In the next part, Emerson analyses social life by listing four aspects about it. He says we need to have “a greater self-reliance” that can begin a revolution in these different areas of society. The first one is religion and the first thing that is problematic about religion is prayer. Self-Reliance and prayer are opposite to each other because praying involves seeking guidance “abroad”. He questions the need for praying as if we are truly one with God, why do we need to beg through prayer. The guidance and validation that we seek through prayers originates in our “regrets” and discontentment in life. Prayers are the result of some intelligent religious minds and if they are popularised among untrained minds, it results in idolatry. People believing in that faith soon begin to look up to their masters and thus blindly follow them.

The second aspect is the culture of Americans. He says that many Americans love travelling to Europe looking to self-culture themselves because America lacks it. Emerson challenges the popular notion of travelling and says that a true self-reliant person should need not travel: “the soul is no traveller; the wise man stays at home”. Travelling shouldn’t be done in a quest for knowledge; rather the traveller should learn not to expect anything other than what they already know. We usually travel for a change of space or to escape the sadness we are experiencing. But according to Emerson these are false expectations as irrespective of the place the person will have to face: “the stern fact, the sad self, unrelenting, identical, that I (they) fled from”.

The third aspect where the concept of self-culture is applied by Emerson is art. All kinds of travelling and imitation of cultures foreign to us are reflective of the unsoundness of our minds. He calls the intellect of Americans “vagabond” and advises Americans to get out of the remains of the past and distant lands. There is a need for us to realise that “beauty, convenience, grandeur of thought exist around us, not in faraway places. He further says that we need to self-teach ourselves and no teacher can make us aware of who we are. We have to learn to know ourselves and stay away from mere imitations.
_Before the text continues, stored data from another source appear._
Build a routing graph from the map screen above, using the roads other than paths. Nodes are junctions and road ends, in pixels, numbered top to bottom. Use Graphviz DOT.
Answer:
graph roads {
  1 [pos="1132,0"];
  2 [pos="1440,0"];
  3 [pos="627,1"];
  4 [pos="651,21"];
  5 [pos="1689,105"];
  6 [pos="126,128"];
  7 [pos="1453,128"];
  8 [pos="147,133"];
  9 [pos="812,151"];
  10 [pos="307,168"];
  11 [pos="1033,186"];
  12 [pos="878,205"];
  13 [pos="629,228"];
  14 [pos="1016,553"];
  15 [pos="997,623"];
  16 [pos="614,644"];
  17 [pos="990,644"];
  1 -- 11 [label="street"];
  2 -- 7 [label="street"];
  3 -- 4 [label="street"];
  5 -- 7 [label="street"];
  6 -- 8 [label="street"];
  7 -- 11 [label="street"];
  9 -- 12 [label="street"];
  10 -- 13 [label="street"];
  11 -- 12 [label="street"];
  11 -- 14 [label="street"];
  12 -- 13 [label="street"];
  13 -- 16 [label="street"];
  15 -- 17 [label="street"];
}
He cites the example of Shakespeare who never had any master.

The fourth aspect Emerson talks about is the relationship of “spirit of society” with itself and with self-reliance. Addressing how society is actually stagnant he explains how for everything that is given to us, something is taken away with it. He supports this statement with some examples: with the advent of civilization, we lost our “aboriginal strength”, we lost our skills with technological advancement and virtue is replaced by religion. Real progress can happen only when we are convinced that “no greater men are now than ever were”. He uses the analogy of a wave to describe how society’s progress is actually stagnant as even of the wave keeps moving forward, the water stays the same. Society makes us dependent on properties and alliances with institutions and thereby we lose all connections with ourselves. We should divert our energy towards protecting our individual personalities instead of protecting these institutions. We keep on looking for chance and fortune to knock at our doors while instead we should concentrate on gaining peace from within.